The Mediterranean Diet
Previous research has shown that the Mediterranean diet can help prevent heart disease. A Mediterranean style diet is filled with colorful fruits and vegetables, whole grains, fats such as olive oil, low-fat dairy, and lean proteins such as fish or chicken. This style of diet is rich in anti-inflammatory compounds as well as antioxidants, and can be quite easy to adapt to.
It is sometimes referred to as the Prasouda diet, which you can read much more about right here.
The DASH Diet
The DASH diet stands for Dietary Approaches to Stop Hypertension. This diet has been found to be effective in the treatment of hypertension, and has been indicated as being effective in both lowering high cholesterol and in the treatment of metabolic syndrome.
In addition to the DASH diet, there is DASH Sodium, where the daily allowance of salt is reduced down to 1,500mg per day.
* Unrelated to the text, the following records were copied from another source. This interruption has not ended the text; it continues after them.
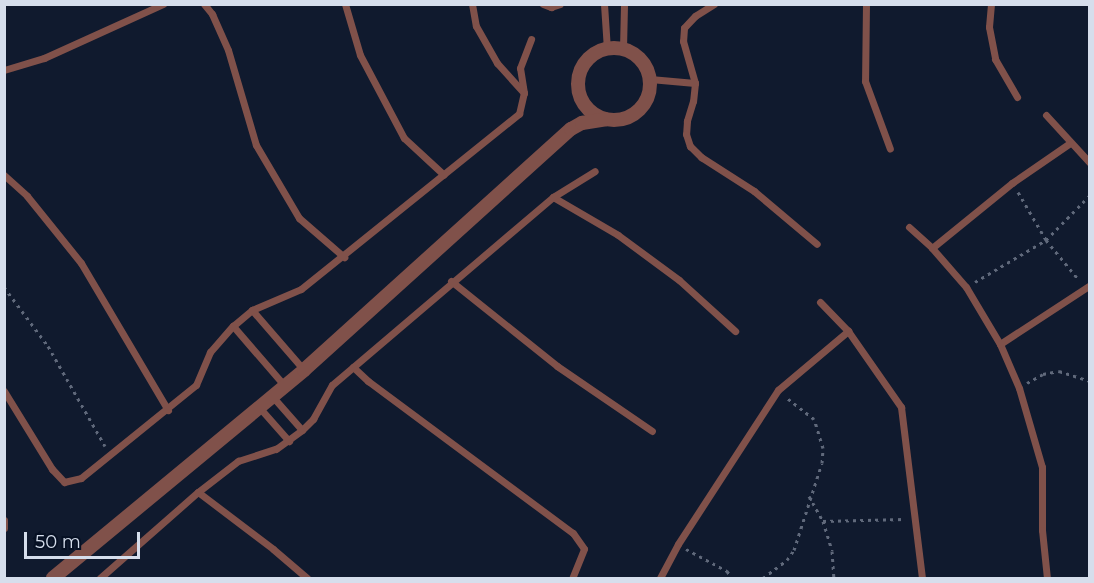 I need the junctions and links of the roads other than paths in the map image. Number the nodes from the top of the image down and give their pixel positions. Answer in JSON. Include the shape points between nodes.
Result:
{"nodes":[{"id":1,"x":163,"y":4,"type":"edge"},
{"id":2,"x":204,"y":4,"type":"edge"},
{"id":3,"x":345,"y":4,"type":"edge"},
{"id":4,"x":472,"y":4,"type":"edge"},
{"id":5,"x":543,"y":4,"type":"edge"},
{"id":6,"x":560,"y":4,"type":"edge"},
{"id":7,"x":604,"y":4,"type":"edge"},
{"id":8,"x":624,"y":4,"type":"edge"},
{"id":9,"x":714,"y":4,"type":"edge"},
{"id":10,"x":866,"y":4,"type":"edge"},
{"id":11,"x":991,"y":4,"type":"edge"},
{"id":12,"x":531,"y":39,"type":"dead end"},
{"id":13,"x":607,"y":49,"type":"junction"},
{"id":14,"x":623,"y":49,"type":"junction"},
{"id":15,"x":4,"y":70,"type":"edge"},
{"id":16,"x":650,"y":79,"type":"junction"},
{"id":17,"x":695,"y":83,"type":"junction"},
{"id":18,"x":524,"y":93,"type":"junction"},
{"id":19,"x":580,"y":94,"type":"junction"},
{"id":20,"x":1017,"y":97,"type":"dead end"},
{"id":21,"x":1046,"y":115,"type":"dead end"},
{"id":22,"x":606,"y":119,"type":"junction"},
{"id":23,"x":571,"y":129,"type":"junction"},
{"id":24,"x":1070,"y":143,"type":"junction"},
{"id":25,"x":890,"y":149,"type":"dead end"},
{"id":26,"x":1089,"y":163,"type":"edge"},
{"id":27,"x":595,"y":171,"type":"dead end"},
{"id":28,"x":4,"y":175,"type":"edge"},
{"id":29,"x":444,"y":176,"type":"junction"},
{"id":30,"x":553,"y":197,"type":"junction"},
{"id":31,"x":909,"y":227,"type":"dead end"},
{"id":32,"x":817,"y":244,"type":"dead end"},
{"id":33,"x":932,"y":248,"type":"junction"},
{"id":34,"x":344,"y":257,"type":"junction"},
{"id":35,"x":451,"y":281,"type":"junction"},
{"id":36,"x":1088,"y":287,"type":"edge"},
{"id":37,"x":820,"y":303,"type":"dead end"},
{"id":38,"x":252,"y":310,"type":"junction"},
{"id":39,"x":233,"y":326,"type":"junction"},
{"id":40,"x":735,"y":331,"type":"dead end"},
{"id":41,"x":848,"y":331,"type":"junction"},
{"id":42,"x":1000,"y":344,"type":"junction"},
{"id":43,"x":353,"y":366,"type":"junction"},
{"id":44,"x":304,"y":369,"type":"junction"},
{"id":45,"x":284,"y":385,"type":"junction"},
{"id":46,"x":4,"y":391,"type":"edge"},
{"id":47,"x":272,"y":395,"type":"junction"},
{"id":48,"x":258,"y":406,"type":"junction"},
{"id":49,"x":168,"y":410,"type":"junction"},
{"id":50,"x":302,"y":430,"type":"junction"},
{"id":51,"x":652,"y":431,"type":"dead end"},
{"id":52,"x":289,"y":441,"type":"junction"},
{"id":53,"x":198,"y":492,"type":"junction"},
{"id":54,"x":4,"y":520,"type":"edge"},
{"id":55,"x":4,"y":528,"type":"edge"},
{"id":56,"x":100,"y":578,"type":"edge"},
{"id":57,"x":53,"y":579,"type":"edge"},
{"id":58,"x":307,"y":579,"type":"edge"},
{"id":59,"x":572,"y":579,"type":"edge"},
{"id":60,"x":660,"y":579,"type":"edge"},
{"id":61,"x":922,"y":579,"type":"edge"},
{"id":62,"x":1047,"y":579,"type":"edge"}],
"edges":[{"from":1,"to":15,"type":"lane","via":[[44,58]]},
{"from":2,"to":34,"type":"lane","via":[[228,50],[256,145],[299,218]]},
{"from":3,"to":29,"type":"lane","via":[[360,55],[404,138]]},
{"from":4,"to":18,"type":"lane","via":[[476,26],[497,63]]},
{"from":5,"to":6,"type":"lane"},
{"from":7,"to":13,"type":"lane"},
{"from":8,"to":14,"type":"lane"},
{"from":9,"to":17,"type":"lane","via":[[684,28],[683,41]]},
{"from":10,"to":25,"type":"lane","via":[[865,81]]},
{"from":11,"to":20,"type":"lane","via":[[989,27],[995,59]]},
{"from":12,"to":18,"type":"lane","via":[[520,69]]},
{"from":13,"to":14,"type":"street"},
{"from":13,"to":19,"type":"street","via":[[585,63],[579,75]]},
{"from":14,"to":16,"type":"street","via":[[641,60]]},
{"from":16,"to":17,"type":"lane"},
{"from":16,"to":22,"type":"street","via":[[648,96],[639,110],[623,119]]},
{"from":17,"to":32,"type":"lane","via":[[687,121],[690,146],[754,190]]},
{"from":18,"to":29,"type":"lane","via":[[519,114]]},
{"from":19,"to":22,"type":"street","via":[[590,110]]},
{"from":19,"to":23,"type":"street","via":[[577,118]]},
{"from":21,"to":24,"type":"lane"},
{"from":22,"to":23,"type":"street"},
{"from":23,"to":44,"type":"street"},
{"from":24,"to":26,"type":"lane"},
{"from":24,"to":33,"type":"lane","via":[[1012,183]]},
{"from":27,"to":30,"type":"lane"},
{"from":28,"to":49,"type":"lane","via":[[27,196],[81,263]]},
{"from":29,"to":34,"type":"lane"},
{"from":30,"to":35,"type":"lane"},
{"from":30,"to":40,"type":"lane","via":[[627,241],[679,280]]},
{"from":31,"to":33,"type":"lane"},
{"from":33,"to":42,"type":"lane","via":[[966,287]]},
{"from":34,"to":38,"type":"lane","via":[[301,289]]},
{"from":35,"to":43,"type":"lane"},
{"from":35,"to":51,"type":"lane","via":[[557,366]]},
{"from":36,"to":42,"type":"lane"},
{"from":37,"to":41,"type":"lane"},
{"from":38,"to":39,"type":"lane"},
{"from":38,"to":44,"type":"lane"},
{"from":39,"to":45,"type":"lane"},
{"from":39,"to":49,"type":"lane","via":[[210,352],[196,385]]},
{"from":41,"to":60,"type":"lane","via":[[778,390],[678,544]]},
{"from":41,"to":61,"type":"lane","via":[[901,407]]},
{"from":42,"to":62,"type":"lane","via":[[1019,388],[1042,467]]},
{"from":43,"to":50,"type":"lane","via":[[332,385],[313,419]]},
{"from":43,"to":59,"type":"lane","via":[[573,533],[584,549]]},
{"from":44,"to":45,"type":"street"},
{"from":45,"to":47,"type":"street"},
{"from":46,"to":49,"type":"lane","via":[[64,482],[81,478]]},
{"from":47,"to":48,"type":"street"},
{"from":47,"to":50,"type":"lane"},
{"from":48,"to":52,"type":"lane"},
{"from":48,"to":57,"type":"street"},
{"from":50,"to":52,"type":"lane"},
{"from":52,"to":53,"type":"lane","via":[[265,454],[238,461]]},
{"from":53,"to":56,"type":"lane"},
{"from":53,"to":58,"type":"lane"},
{"from":54,"to":55,"type":"lane"}]}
Depending on your caloric needs, the DASH diet will consist of a certain number of servings from various food groups everyday. It is recommended when following the DASH diet to start slowly and incorporate these dietary changes over time rather than all at once.
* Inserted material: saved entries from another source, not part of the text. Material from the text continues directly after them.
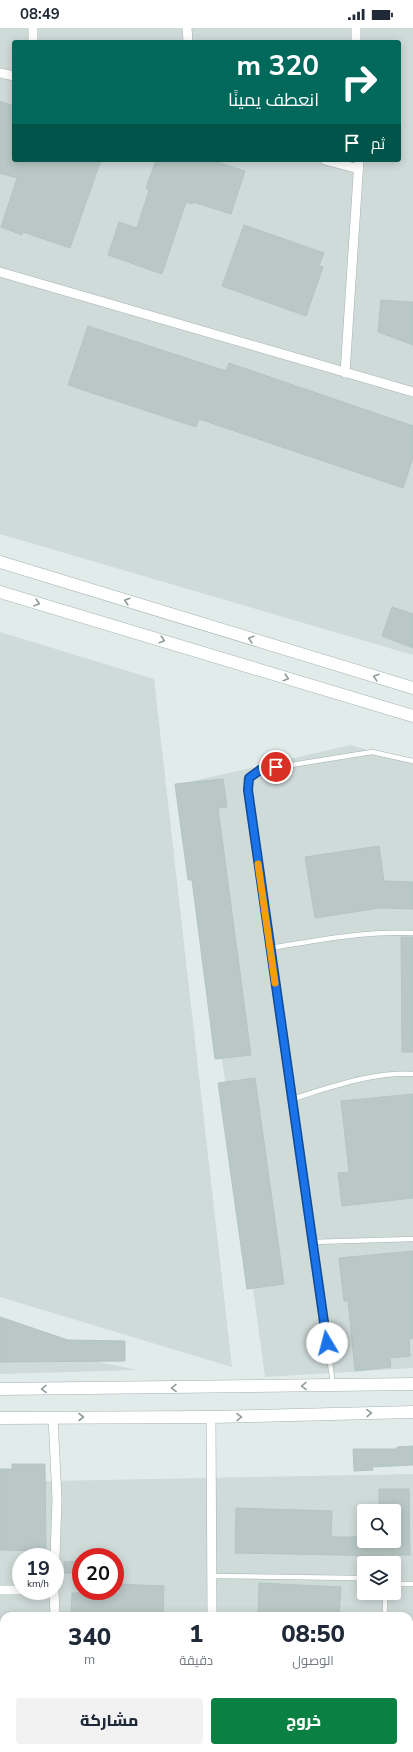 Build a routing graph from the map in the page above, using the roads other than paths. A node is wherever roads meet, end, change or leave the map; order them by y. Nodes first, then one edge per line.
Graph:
1 (33, 28) edge
2 (187, 28) edge
3 (356, 28) edge
4 (33, 40) edge
5 (188, 40) edge
6 (356, 40) edge
7 (0, 73) edge
8 (12, 76) edge
9 (339, 162) edge
10 (359, 165) edge
11 (0, 272) edge
12 (345, 373) junction
13 (413, 392) edge
14 (0, 562) edge
15 (0, 592) edge
16 (413, 688) edge
17 (413, 716) edge
18 (413, 761) edge
19 (413, 933) edge
20 (270, 948) junction
21 (413, 1074) edge
22 (292, 1099) junction
23 (413, 1239) edge
24 (312, 1242) junction
25 (413, 1384) edge
26 (333, 1386) junction
27 (0, 1389) edge
28 (413, 1412) edge
29 (53, 1417) junction
30 (211, 1417) junction
31 (0, 1418) edge
32 (55, 1548) edge
33 (212, 1576) junction
34 (357, 1578) edge
35 (401, 1584) edge
36 (413, 1584) edge
37 (0, 1590) edge
38 (12, 1590) edge
39 (54, 1600) edge
40 (385, 1600) edge
41 (55, 1612) edge
42 (212, 1612) edge
43 (385, 1612) edge

1 - 4 street
2 - 5 street
3 - 6 street
7 - 8 street
9 - 10 street
10 - 12 street
11 - 12 street
12 - 13 street
16 -> 14 street
15 -> 17 street
18 - 20 lane
19 - 20 lane
20 - 22 lane
21 - 22 lane
22 - 24 lane
23 - 24 lane
24 - 26 lane
25 - 26 street
26 -> 27 street
30 -> 28 street
29 -> 30 street
29 - 31 street
29 - 32 street
30 - 33 street
33 - 34 lane
33 - 42 street
35 - 36 lane
37 - 38 street
39 - 41 street
40 - 43 lane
Because the DASH diet is centered around servings is it is very important that you become aware of what constitutes a serving. You may find investing in a small kitchen scale very helpful for keeping track of your portions until you are more familiar with what proper portions look like.
How To Start a Metabolic Syndrome Diet
As mentioned earlier in this article, you don’t need to overhaul your diet overnight to reap the benefits of a metabolic syndrome diet plan. In fact, making big sweeping changes to your diet can sometimes be detrimental to your success. Instead, you should choose to make small sustainable changes in your diet, which over time will yield big results.
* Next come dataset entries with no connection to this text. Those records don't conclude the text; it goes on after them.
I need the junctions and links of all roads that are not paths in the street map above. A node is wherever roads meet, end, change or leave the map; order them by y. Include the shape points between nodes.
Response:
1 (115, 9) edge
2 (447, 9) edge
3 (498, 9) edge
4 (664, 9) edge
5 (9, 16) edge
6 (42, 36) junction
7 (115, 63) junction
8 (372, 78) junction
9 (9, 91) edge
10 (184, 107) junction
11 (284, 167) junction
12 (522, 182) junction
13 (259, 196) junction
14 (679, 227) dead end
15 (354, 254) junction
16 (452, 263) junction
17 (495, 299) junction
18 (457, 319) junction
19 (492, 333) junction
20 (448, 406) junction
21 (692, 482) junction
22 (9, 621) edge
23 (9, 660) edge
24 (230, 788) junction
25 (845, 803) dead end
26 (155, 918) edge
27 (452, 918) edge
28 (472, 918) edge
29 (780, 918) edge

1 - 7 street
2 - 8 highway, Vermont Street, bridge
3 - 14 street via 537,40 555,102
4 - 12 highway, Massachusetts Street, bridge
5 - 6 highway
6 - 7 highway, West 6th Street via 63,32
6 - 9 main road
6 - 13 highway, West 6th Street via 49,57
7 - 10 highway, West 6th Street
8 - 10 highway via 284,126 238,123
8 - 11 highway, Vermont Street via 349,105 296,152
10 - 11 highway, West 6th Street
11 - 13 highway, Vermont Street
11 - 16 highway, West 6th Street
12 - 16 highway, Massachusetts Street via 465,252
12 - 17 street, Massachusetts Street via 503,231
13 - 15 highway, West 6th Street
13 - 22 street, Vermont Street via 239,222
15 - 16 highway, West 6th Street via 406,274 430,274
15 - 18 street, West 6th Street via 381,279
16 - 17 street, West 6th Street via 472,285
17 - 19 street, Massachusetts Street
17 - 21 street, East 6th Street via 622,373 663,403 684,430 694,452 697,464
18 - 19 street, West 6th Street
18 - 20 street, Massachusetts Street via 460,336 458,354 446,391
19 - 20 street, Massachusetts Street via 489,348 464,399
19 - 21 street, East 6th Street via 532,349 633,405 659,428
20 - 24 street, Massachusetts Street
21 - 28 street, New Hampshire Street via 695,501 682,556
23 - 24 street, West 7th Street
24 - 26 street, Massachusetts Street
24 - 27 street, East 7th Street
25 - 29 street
Here are a few suggested ideas for how to begin incorporating a metabolic syndrome diet plan into your daily life:
- Add one extra vegetable into your daily diet
- Replace white bread with whole wheat bread
- Eliminate one soda a day and replace it with unsweetened green tea or water
- Use olive oil instead of vegetable oil
- Make one meal a week a vegetarian meal
Of course, you should consult your physician before making any drastic changes to your diet and lifestyle. Ask your doctor what physical activities would be okay for you to engage in as well. Research has shown that a combination of diet and exercise has been found to be beneficial in the treatment of metabolic syndrome.
Use this information and take charge of your health today!